There were still the interview cuts for each segment (come now, you didn't think you'd get to see uninterrupted routines now, did you?) but they weren't as intrusive as usual and were all with either magicians or first hand live witnesses, where possible the magicians concerned. While some of these were firmly in "talking to the laymen" mode and therefore not particularly informative, others were more forthcoming; Jerry Sadowitz for example credits Roy Walton for the elimination card trick that inspired his Nazi routine, names the book and even takes down a copy from the shelf and shows the relevant page to the camera to illustrate his point. The program as a whole did a good job of putting the focus back on the magicians and away from the irritating interruptions we've had to endure from Jenny Eclair and Trev and Simon on similar programs.
It began with a strange choice in John Lenahan's "vanishing nuclear cooling towers". Fun routine as it is, I wouldn't call it a particularly sick outing (I'd have gone for Lenahan's Russian Roulette/Cheating The Gallows combo instead), and it doesn't really set the stall out as it might. So enter Tom Moliker (sp?) at number 19 with his cigarette eating routine, definitely more apt in setting up the gross out nature of this show.
Number 18 turns out to be David Blaine hacking his ear off during the press conference prior to "Above the below", with reaction from a Mirror journalist who concluded "an ear is a simple thing to pretend to chop off". Honestly, you just can't satisfy some people.
Regurgitator Stevie Starr is at number 17, during the interview for which he shares that he used the same goldfish onstage for three and a half years, which lived for a total of seven and a half years. Though would it have remembered what was going to happen to it each night, I wonder?
Jerry Sadowitz makes the first of two appearances at number 16 with his "prostitutes" card trick, before The Amazing Jonathan and Sandra the Psychic turn up at 15.
"Mine has been a long a strange journey", muses Jonathan. "A lot of people were injured".
Australian fakir The Amazing Orchanté is at number 14 with his twine from the stomach routine.
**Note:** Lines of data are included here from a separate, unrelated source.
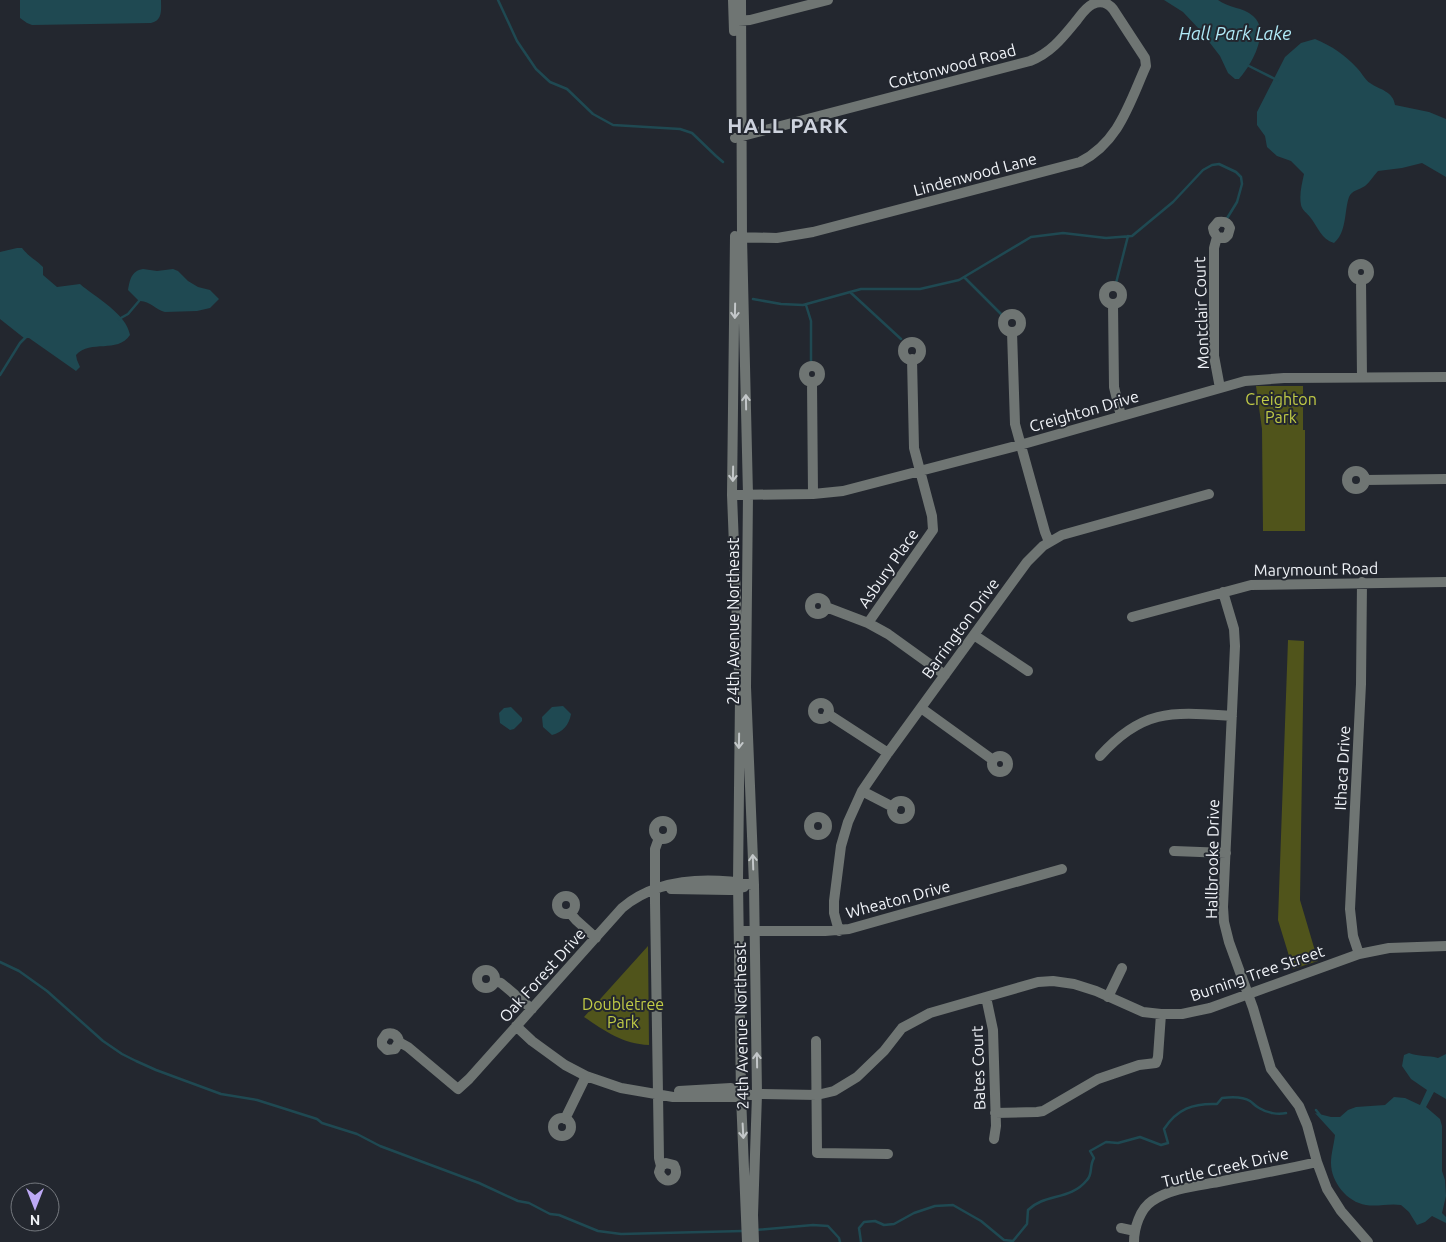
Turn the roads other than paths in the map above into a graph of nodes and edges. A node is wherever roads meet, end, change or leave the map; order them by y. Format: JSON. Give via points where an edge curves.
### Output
{"nodes":[{"id":1,"x":733,"y":0,"type":"edge"},
{"id":2,"x":741,"y":0,"type":"edge"},
{"id":3,"x":828,"y":0,"type":"edge"},
{"id":4,"x":737,"y":20,"type":"junction"},
{"id":5,"x":1137,"y":44,"type":"joint"},
{"id":6,"x":738,"y":137,"type":"junction"},
{"id":7,"x":739,"y":237,"type":"junction"},
{"id":8,"x":1217,"y":237,"type":"dead end"},
{"id":9,"x":1361,"y":280,"type":"dead end"},
{"id":10,"x":1113,"y":304,"type":"dead end"},
{"id":11,"x":1012,"y":332,"type":"dead end"},
{"id":12,"x":912,"y":359,"type":"dead end"},
{"id":13,"x":1362,"y":378,"type":"junction"},
{"id":14,"x":1446,"y":378,"type":"edge"},
{"id":15,"x":812,"y":382,"type":"dead end"},
{"id":16,"x":1220,"y":388,"type":"junction"},
{"id":17,"x":1121,"y":416,"type":"junction"},
{"id":18,"x":1020,"y":444,"type":"junction"},
{"id":19,"x":920,"y":472,"type":"junction"},
{"id":20,"x":1446,"y":479,"type":"edge"},
{"id":21,"x":1365,"y":480,"type":"dead end"},
{"id":22,"x":813,"y":494,"type":"junction"},
{"id":23,"x":1209,"y":494,"type":"dead end"},
{"id":24,"x":732,"y":495,"type":"junction"},
{"id":25,"x":748,"y":495,"type":"junction"},
{"id":26,"x":1049,"y":542,"type":"junction"},
{"id":27,"x":1362,"y":582,"type":"junction"},
{"id":28,"x":1446,"y":582,"type":"edge"},
{"id":29,"x":1223,"y":592,"type":"junction"},
{"id":30,"x":826,"y":607,"type":"dead end"},
{"id":31,"x":1132,"y":617,"type":"dead end"},
{"id":32,"x":868,"y":623,"type":"junction"},
{"id":33,"x":974,"y":635,"type":"junction"},
{"id":34,"x":1028,"y":671,"type":"dead end"},
{"id":35,"x":945,"y":675,"type":"junction"},
{"id":36,"x":921,"y":708,"type":"junction"},
{"id":37,"x":828,"y":714,"type":"dead end"},
{"id":38,"x":1232,"y":716,"type":"junction"},
{"id":39,"x":888,"y":753,"type":"junction"},
{"id":40,"x":1100,"y":756,"type":"dead end"},
{"id":41,"x":993,"y":760,"type":"dead end"},
{"id":42,"x":862,"y":791,"type":"junction"},
{"id":43,"x":893,"y":806,"type":"dead end"},
{"id":44,"x":827,"y":828,"type":"dead end"},
{"id":45,"x":844,"y":834,"type":"junction"},
{"id":46,"x":659,"y":838,"type":"dead end"},
{"id":47,"x":1174,"y":851,"type":"dead end"},
{"id":48,"x":1226,"y":854,"type":"junction"},
{"id":49,"x":1062,"y":869,"type":"dead end"},
{"id":50,"x":738,"y":885,"type":"junction"},
{"id":51,"x":754,"y":885,"type":"junction"},
{"id":52,"x":655,"y":888,"type":"junction"},
{"id":53,"x":570,"y":913,"type":"dead end"},
{"id":54,"x":839,"y":930,"type":"junction"},
{"id":55,"x":739,"y":931,"type":"junction"},
{"id":56,"x":755,"y":931,"type":"junction"},
{"id":57,"x":596,"y":938,"type":"junction"},
{"id":58,"x":1446,"y":946,"type":"edge"},
{"id":59,"x":1359,"y":954,"type":"junction"},
{"id":60,"x":1122,"y":968,"type":"dead end"},
{"id":61,"x":495,"y":981,"type":"dead end"},
{"id":62,"x":1248,"y":994,"type":"junction"},
{"id":63,"x":986,"y":997,"type":"junction"},
{"id":64,"x":1108,"y":997,"type":"junction"},
{"id":65,"x":532,"y":1009,"type":"junction"},
{"id":66,"x":1161,"y":1014,"type":"junction"},
{"id":67,"x":516,"y":1026,"type":"junction"},
{"id":68,"x":816,"y":1041,"type":"dead end"},
{"id":69,"x":399,"y":1042,"type":"dead end"},
{"id":70,"x":586,"y":1076,"type":"junction"},
{"id":71,"x":741,"y":1093,"type":"junction"},
{"id":72,"x":659,"y":1094,"type":"junction"},
{"id":73,"x":757,"y":1094,"type":"junction"},
{"id":74,"x":817,"y":1094,"type":"junction"},
{"id":75,"x":995,"y":1113,"type":"junction"},
{"id":76,"x":565,"y":1119,"type":"dead end"},
{"id":77,"x":994,"y":1139,"type":"dead end"},
{"id":78,"x":888,"y":1154,"type":"dead end"},
{"id":79,"x":1317,"y":1162,"type":"junction"},
{"id":80,"x":661,"y":1166,"type":"dead end"},
{"id":81,"x":750,"y":1214,"type":"junction"},
{"id":82,"x":1121,"y":1228,"type":"dead end"},
{"id":83,"x":1134,"y":1237,"type":"edge"},
{"id":84,"x":751,"y":1238,"type":"edge"},
{"id":85,"x":1368,"y":1242,"type":"edge"}],
"edges":[{"from":1,"to":4,"type":"street","name":"24th Avenue Northeast"},
{"from":2,"to":4,"type":"street","name":"24th Avenue Northeast"},
{"from":3,"to":4,"type":"street","via":[[750,20]]},
{"from":4,"to":6,"type":"street","name":"24th Avenue Northeast"},
{"from":5,"to":6,"type":"street","name":"Cottonwood Road","via":[[1109,5],[1097,2],[1087,8],[1049,51],[1030,61]]},
{"from":5,"to":7,"type":"street","name":"Lindenwood Lane","via":[[1146,66],[1120,124],[1106,144],[1080,162],[812,232],[777,238]]},
{"from":6,"to":7,"type":"street","name":"24th Avenue Northeast"},
{"from":7,"to":24,"type":"street","name":"24th Avenue Northeast","one_way":true},
{"from":25,"to":7,"type":"street","name":"24th Avenue Northeast","one_way":true},
{"from":8,"to":16,"type":"street","name":"Montclair Court","via":[[1214,248],[1214,356]]},
{"from":9,"to":13,"type":"street"},
{"from":10,"to":17,"type":"street","via":[[1114,387]]},
{"from":11,"to":18,"type":"street","via":[[1014,416]]},
{"from":12,"to":19,"type":"street","name":"Asbury Place","via":[[913,439]]},
{"from":13,"to":14,"type":"street","name":"Creighton Drive"},
{"from":13,"to":16,"type":"street","name":"Creighton Drive","via":[[1267,378]]},
{"from":15,"to":22,"type":"street"},
{"from":16,"to":17,"type":"street","name":"Creighton Drive"},
{"from":17,"to":18,"type":"street","name":"Creighton Drive"},
{"from":18,"to":19,"type":"street","name":"Creighton Drive"},
{"from":18,"to":26,"type":"street"},
{"from":19,"to":22,"type":"street","name":"Creighton Drive","via":[[843,491]]},
{"from":19,"to":32,"type":"street","name":"Asbury Place","via":[[932,516],[932,530]]},
{"from":20,"to":21,"type":"street"},
{"from":22,"to":25,"type":"street","name":"Creighton Drive"},
{"from":23,"to":26,"type":"street","name":"Barrington Drive","via":[[1084,528]]},
{"from":24,"to":25,"type":"street","name":"Creighton Drive"},
{"from":24,"to":50,"type":"street","name":"24th Avenue Northeast","one_way":true,"via":[[740,697]]},
{"from":51,"to":25,"type":"street","name":"24th Avenue Northeast","one_way":true,"via":[[746,687]]},
{"from":26,"to":33,"type":"street","name":"Barrington Drive","via":[[1016,575]]},
{"from":27,"to":28,"type":"street","name":"Marymount Road"},
{"from":27,"to":29,"type":"street","name":"Marymount Road","via":[[1261,584]]},
{"from":27,"to":59,"type":"street","name":"Ithaca Drive","via":[[1361,684],[1350,909],[1350,922]]},
{"from":29,"to":31,"type":"street","name":"Marymount Road"},
{"from":29,"to":38,"type":"street","name":"Hallbrooke Drive","via":[[1235,636]]},
{"from":30,"to":32,"type":"street"},
{"from":32,"to":35,"type":"street"},
{"from":33,"to":34,"type":"street"},
{"from":33,"to":35,"type":"street","name":"Barrington Drive"},
{"from":35,"to":36,"type":"street","name":"Barrington Drive"},
{"from":36,"to":39,"type":"street","name":"Barrington Drive"},
{"from":36,"to":41,"type":"street"},
{"from":37,"to":39,"type":"street"},
{"from":38,"to":40,"type":"street","via":[[1172,714],[1155,717],[1131,727]]},
{"from":38,"to":48,"type":"street","name":"Hallbrooke Drive"},
{"from":39,"to":42,"type":"street","name":"Barrington Drive"},
{"from":42,"to":43,"type":"street"},
{"from":42,"to":45,"type":"street","name":"Barrington Drive"},
{"from":44,"to":45,"type":"street"},
{"from":45,"to":54,"type":"street","name":"Barrington Drive","via":[[837,887],[841,914]]},
{"from":46,"to":52,"type":"street","via":[[655,849]]},
{"from":47,"to":48,"type":"street"},
{"from":48,"to":62,"type":"street","name":"Hallbrooke Drive","via":[[1224,922]]},
{"from":49,"to":54,"type":"street","name":"Wheaton Drive"},
{"from":50,"to":51,"type":"street","name":"Oak Forest Drive"},
{"from":50,"to":52,"type":"street","name":"Oak Forest Drive","via":[[728,881],[671,883]]},
{"from":50,"to":55,"type":"street","name":"24th Avenue Northeast"},
{"from":51,"to":56,"type":"street","name":"24th Avenue Northeast"},
{"from":52,"to":57,"type":"street","name":"Oak Forest Drive","via":[[631,900]]},
{"from":52,"to":72,"type":"street"},
{"from":53,"to":57,"type":"street"},
{"from":54,"to":56,"type":"street","name":"Wheaton Drive"},
{"from":55,"to":56,"type":"street","name":"Wheaton Drive"},
{"from":55,"to":71,"type":"street","name":"24th Avenue Northeast"},
{"from":73,"to":56,"type":"street","name":"24th Avenue Northeast","one_way":true},
{"from":57,"to":65,"type":"street","name":"Oak Forest Drive"},
{"from":58,"to":59,"type":"street","name":"Burning Tree Street","via":[[1389,948]]},
{"from":59,"to":62,"type":"street","name":"Burning Tree Street"},
{"from":60,"to":64,"type":"street"},
{"from":61,"to":65,"type":"street"},
{"from":62,"to":66,"type":"street","name":"Burning Tree Street","via":[[1199,1012]]},
{"from":62,"to":79,"type":"street","name":"Hallbrooke Drive","via":[[1271,1069],[1299,1106]]},
{"from":63,"to":64,"type":"street","name":"Burning Tree Street","via":[[1038,982],[1053,981],[1074,984]]},
{"from":63,"to":74,"type":"street","name":"Burning Tree Street","via":[[930,1013],[902,1028],[857,1077],[834,1091]]},
{"from":63,"to":75,"type":"street","name":"Bates Court","via":[[993,1030]]},
{"from":64,"to":66,"type":"street","name":"Burning Tree Street","via":[[1136,1009]]},
{"from":65,"to":67,"type":"street","name":"Oak Forest Drive"},
{"from":66,"to":75,"type":"street","via":[[1156,1063],[1098,1079],[1043,1111]]},
{"from":67,"to":69,"type":"street","name":"Oak Forest Drive","via":[[458,1089]]},
{"from":67,"to":70,"type":"street","name":"Burning Tree Street","via":[[553,1057]]},
{"from":68,"to":74,"type":"street"},
{"from":70,"to":72,"type":"street","name":"Burning Tree Street","via":[[621,1088]]},
{"from":70,"to":76,"type":"street"},
{"from":71,"to":72,"type":"street","name":"Burning Tree Street","via":[[731,1088]]},
{"from":71,"to":73,"type":"street","name":"Burning Tree Street"},
{"from":71,"to":81,"type":"street","name":"24th Avenue Northeast","one_way":true},
{"from":72,"to":80,"type":"street"},
{"from":73,"to":74,"type":"street","name":"Burning Tree Street"},
{"from":73,"to":81,"type":"street","name":"24th Avenue Northeast"},
{"from":74,"to":78,"type":"street","via":[[817,1153]]},
{"from":75,"to":77,"type":"street","name":"Bates Court"},
{"from":79,"to":83,"type":"street","name":"Turtle Creek Drive","via":[[1172,1192],[1152,1200],[1140,1217]]},
{"from":79,"to":85,"type":"street","name":"Hallbrooke Drive","via":[[1333,1199]]},
{"from":81,"to":84,"type":"street","name":"24th Avenue Northeast"},
{"from":82,"to":83,"type":"street"}]}
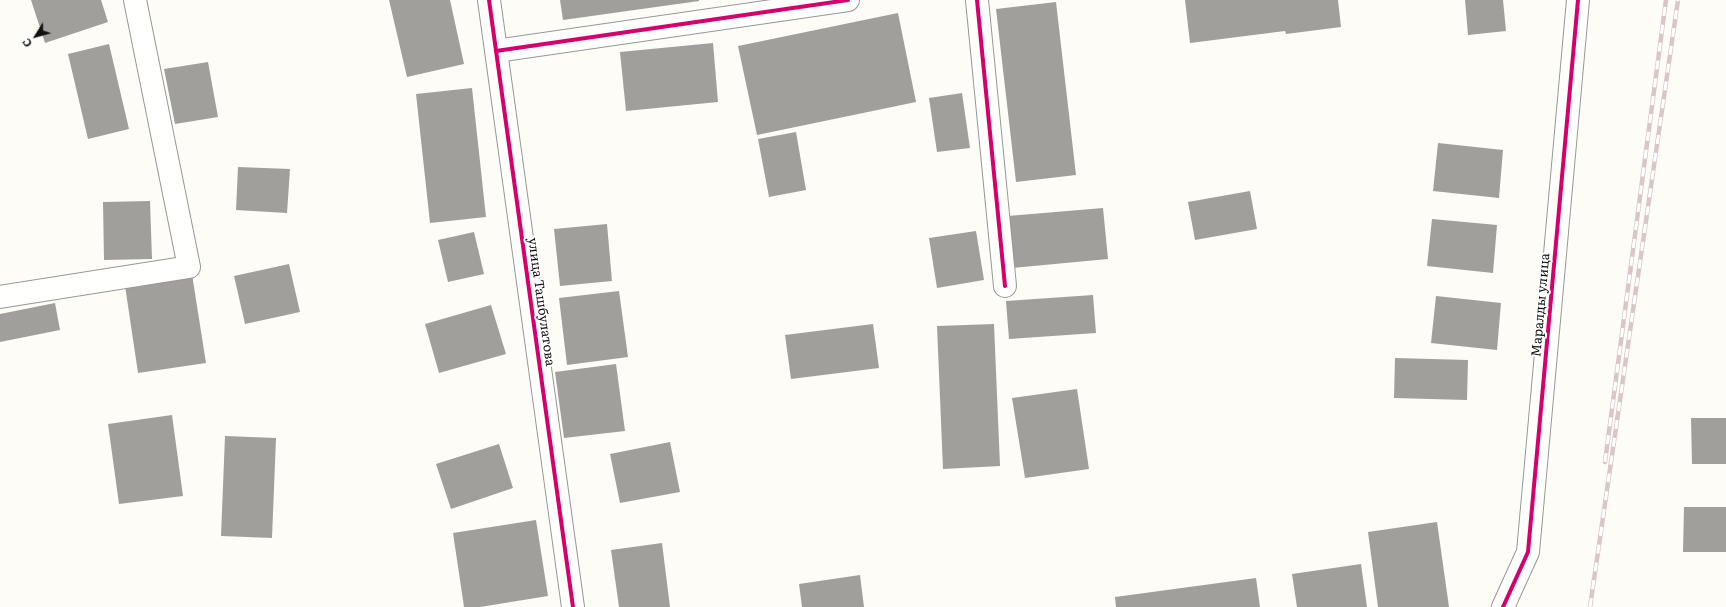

You get to see his scar from doing it all these years too.
Three versions of knife through the arm share the number 13 slot; Barry Jones' bloody concert violinist on a park bandstand treatment, Hans Moretti's down the middle approach and The Amazing Jonathan's "fake/real/fake/real/fake" routine. Wot no Simon Drake?
A trick gone wrong occupies the number 12 slot as Maga Anadela's ill-fated dynamite trunk escape is presented. Sky (never a network too bothered by ethics or morality) at least stopped short of choosing footage of a fatal escape attempt for this slot (of which footage does exist, such as the infamous Buried In Cement attempt by a fatally ill-prepared Brazillian performer).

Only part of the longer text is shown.